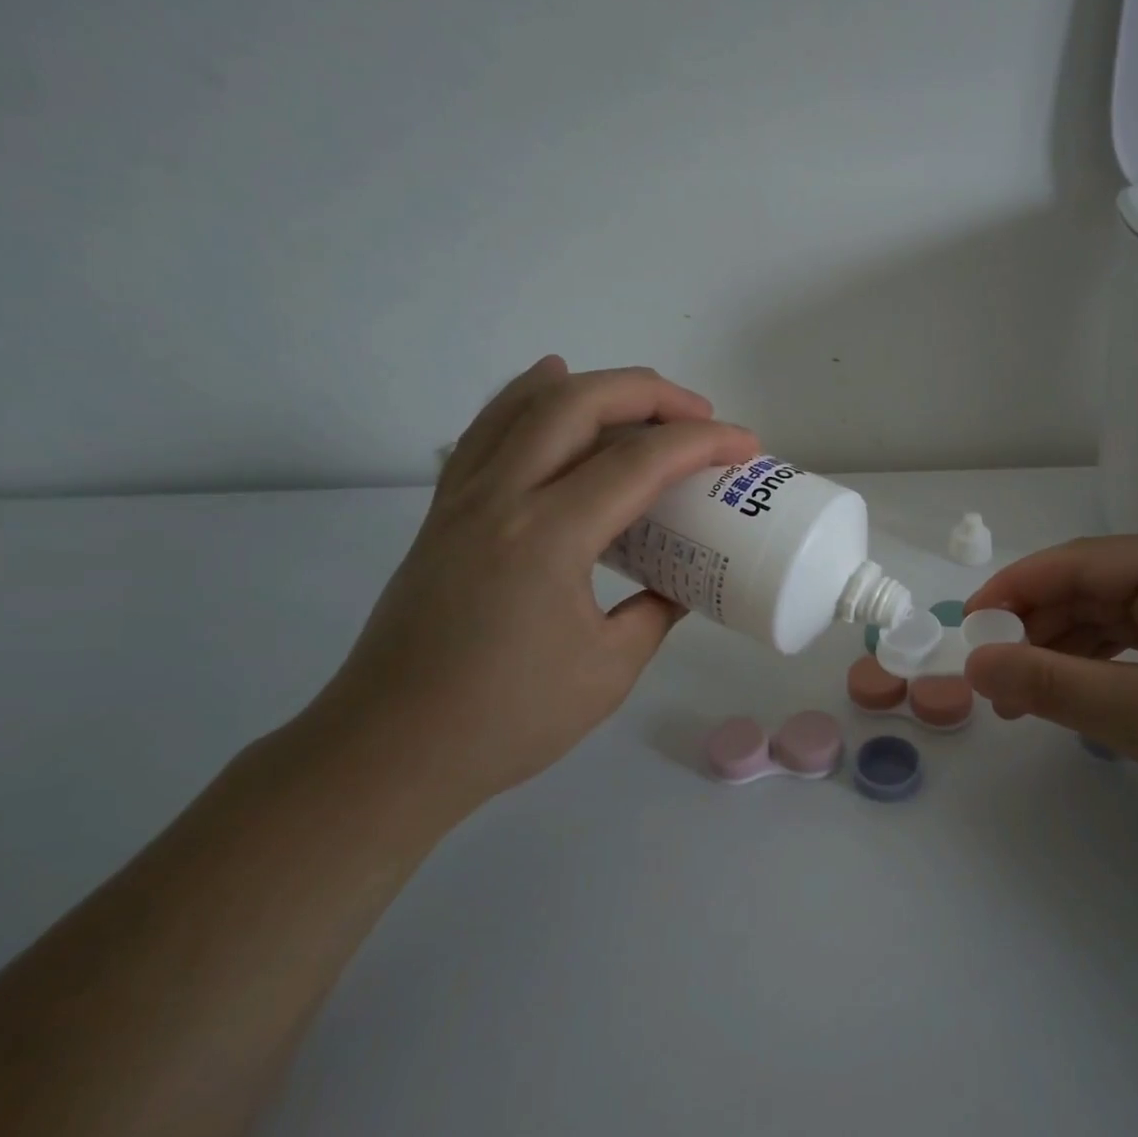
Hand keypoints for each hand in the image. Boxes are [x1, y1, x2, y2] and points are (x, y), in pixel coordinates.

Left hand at [297, 357, 757, 809]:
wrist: (391, 750)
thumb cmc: (508, 719)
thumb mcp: (610, 670)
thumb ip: (655, 614)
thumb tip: (679, 585)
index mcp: (548, 538)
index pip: (639, 462)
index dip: (703, 443)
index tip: (746, 446)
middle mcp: (500, 499)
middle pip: (577, 403)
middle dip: (650, 393)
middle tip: (700, 415)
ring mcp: (462, 500)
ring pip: (524, 404)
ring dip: (591, 386)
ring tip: (640, 399)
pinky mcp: (442, 514)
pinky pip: (487, 431)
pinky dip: (526, 398)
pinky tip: (548, 389)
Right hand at [963, 534, 1137, 836]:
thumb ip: (1051, 684)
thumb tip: (975, 664)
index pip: (1075, 562)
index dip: (1012, 591)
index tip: (965, 628)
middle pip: (1092, 586)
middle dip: (1037, 630)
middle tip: (994, 680)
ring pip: (1112, 614)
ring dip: (1065, 651)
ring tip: (1025, 699)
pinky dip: (1101, 663)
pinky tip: (1076, 693)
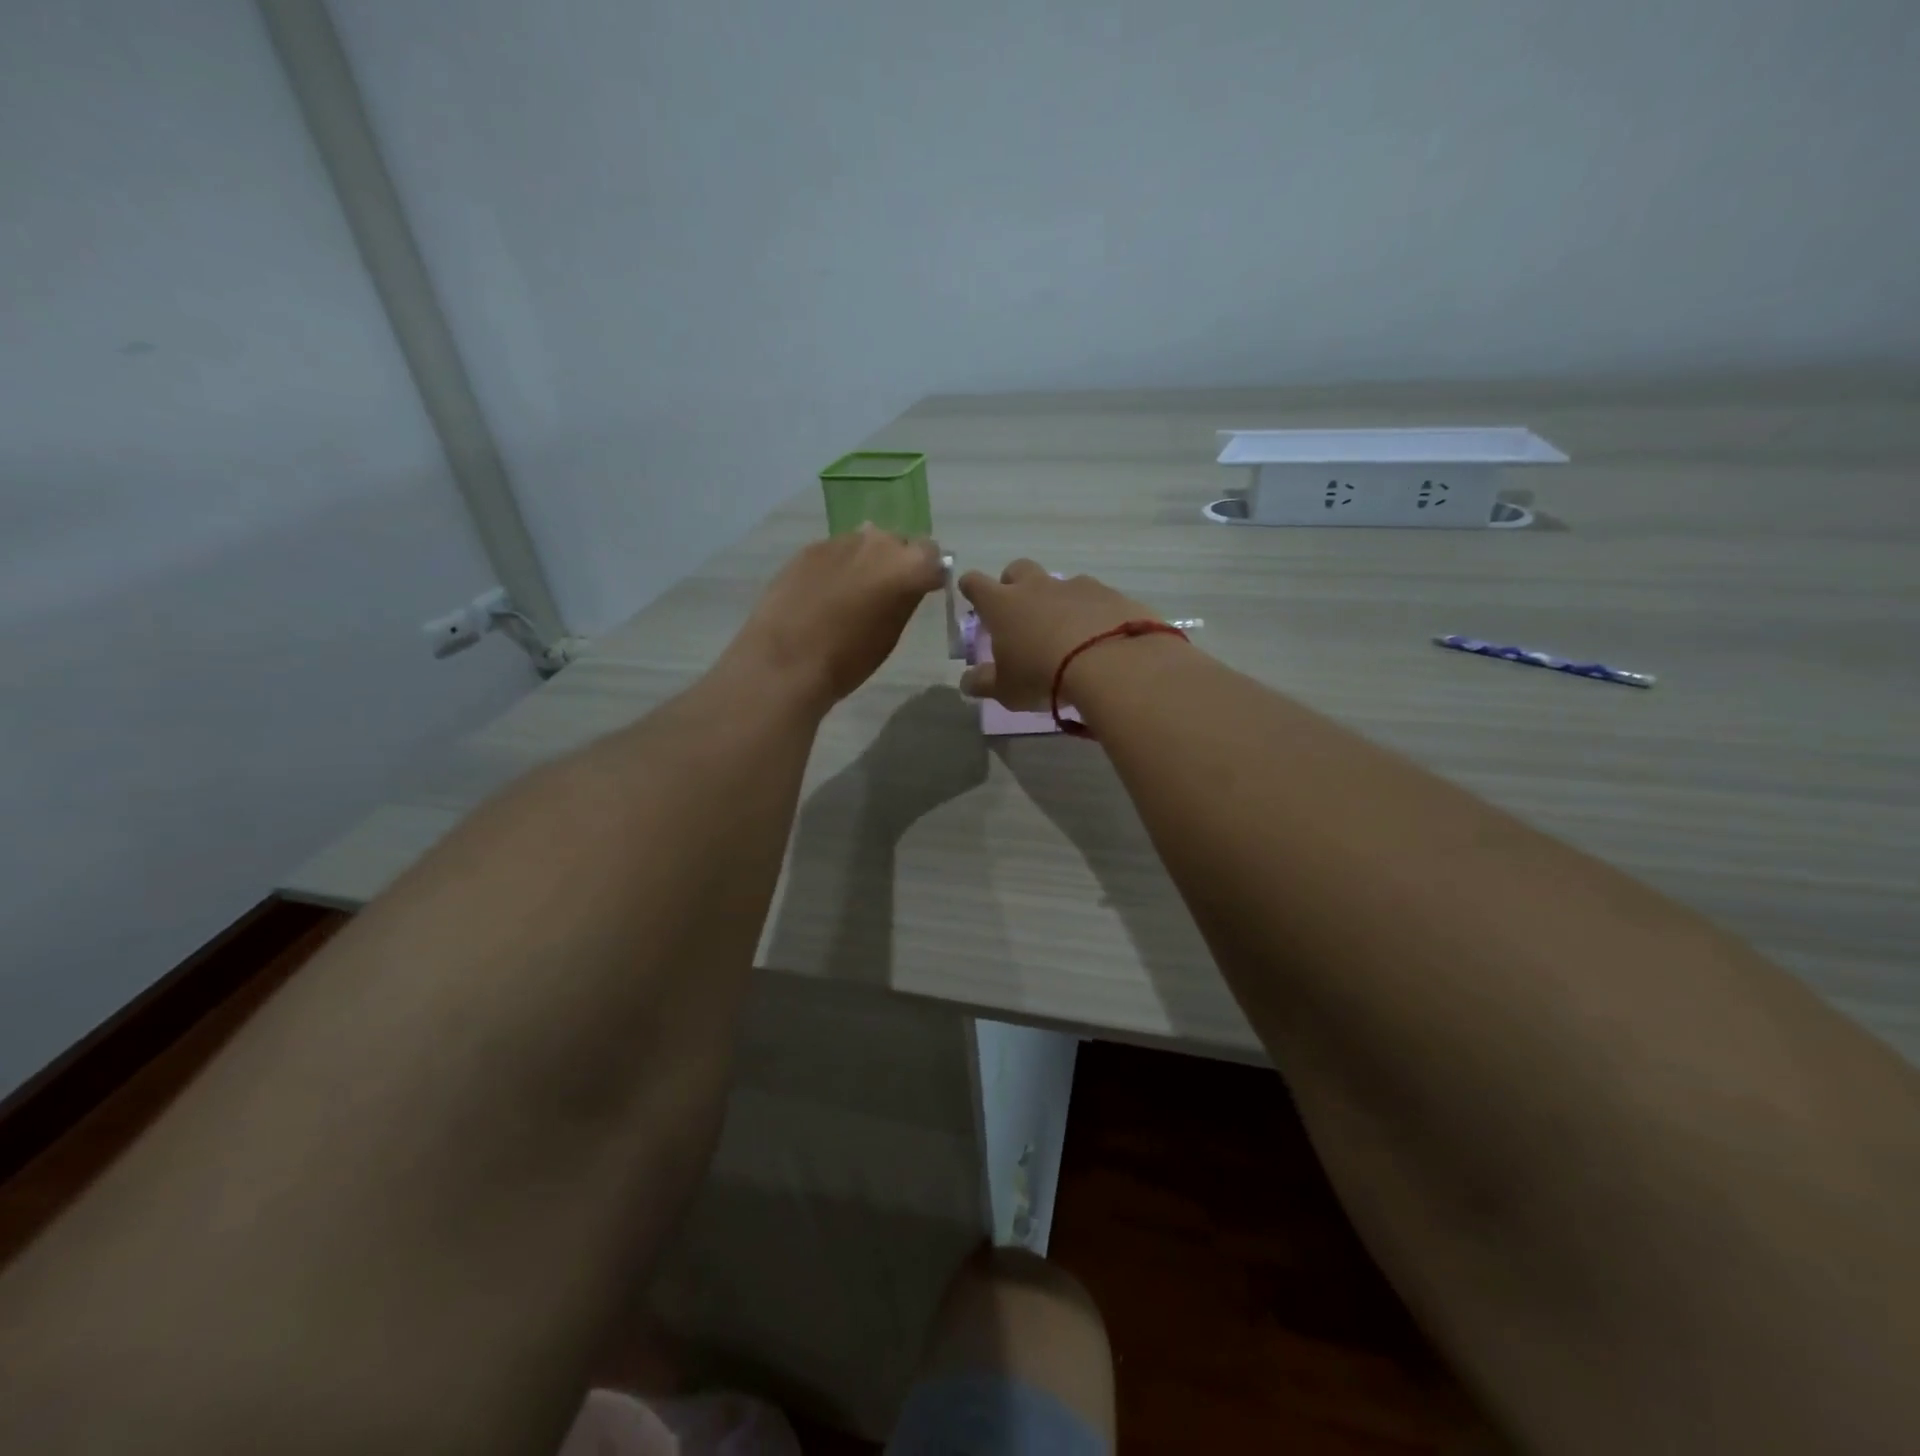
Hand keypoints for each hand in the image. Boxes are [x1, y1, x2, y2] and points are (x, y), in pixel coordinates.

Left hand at [726, 525, 944, 709]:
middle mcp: (878, 542)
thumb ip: (905, 599)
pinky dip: (838, 566)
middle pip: (899, 543)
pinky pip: (836, 551)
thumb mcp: (891, 634)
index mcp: (908, 566)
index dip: (928, 573)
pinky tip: (824, 593)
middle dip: (897, 562)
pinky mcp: (810, 548)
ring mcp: (841, 541)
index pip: (933, 556)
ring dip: (866, 561)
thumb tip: (908, 586)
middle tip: (885, 592)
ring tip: (851, 593)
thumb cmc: (849, 658)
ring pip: (866, 543)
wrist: (787, 660)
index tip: (921, 590)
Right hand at [957, 560, 1160, 709]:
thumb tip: (967, 681)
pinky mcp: (1110, 595)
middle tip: (1019, 611)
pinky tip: (1100, 637)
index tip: (971, 594)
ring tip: (1067, 632)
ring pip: (1060, 584)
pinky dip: (1092, 613)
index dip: (971, 588)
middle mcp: (1037, 587)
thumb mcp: (1006, 690)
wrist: (1109, 664)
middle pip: (1018, 570)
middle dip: (1014, 584)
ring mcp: (1076, 587)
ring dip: (1058, 601)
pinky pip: (1096, 598)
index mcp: (1003, 605)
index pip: (976, 584)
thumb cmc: (1043, 676)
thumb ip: (984, 683)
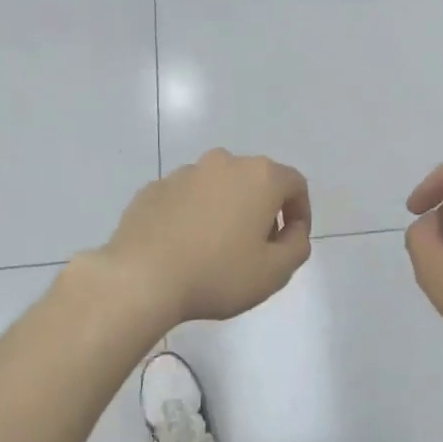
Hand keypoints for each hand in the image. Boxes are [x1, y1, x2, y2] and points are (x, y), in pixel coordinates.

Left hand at [100, 149, 311, 326]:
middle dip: (263, 210)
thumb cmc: (218, 274)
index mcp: (260, 177)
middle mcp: (223, 163)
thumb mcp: (276, 271)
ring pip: (218, 188)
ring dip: (227, 210)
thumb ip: (298, 246)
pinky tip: (185, 248)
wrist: (141, 278)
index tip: (292, 242)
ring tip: (217, 249)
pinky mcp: (153, 189)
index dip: (301, 212)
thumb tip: (293, 231)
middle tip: (258, 248)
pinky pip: (186, 199)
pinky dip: (194, 216)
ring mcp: (184, 173)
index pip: (295, 184)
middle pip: (256, 181)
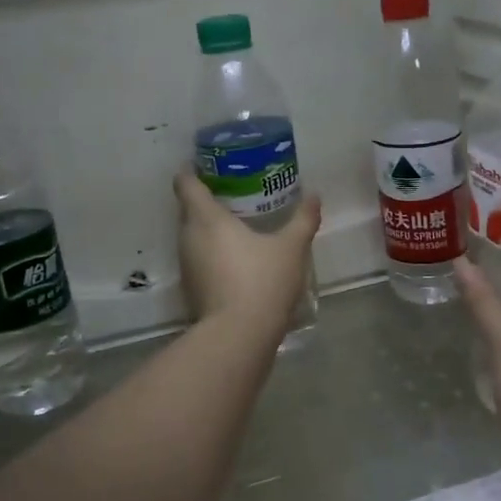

**Exercise goal**
Copy exactly the lines that begin at the one containing "index mcp: (260, 177)" and end at the last line of the records, both included, omitting the pictures.

**Solution**
index mcp: (260, 177)
middle mcp: (223, 163)
thumb mcp: (276, 271)
ring pip: (218, 188)
ring dip: (227, 210)
thumb ip: (298, 246)
pinky tip: (185, 248)
wrist: (141, 278)
index tip: (292, 242)
ring tip: (217, 249)
pinky mcp: (153, 189)
index dip: (301, 212)
thumb tip: (293, 231)
middle tip: (258, 248)
pinky pip: (186, 199)
pinky dip: (194, 216)
ring mcp: (184, 173)
index pip: (295, 184)
middle pip: (256, 181)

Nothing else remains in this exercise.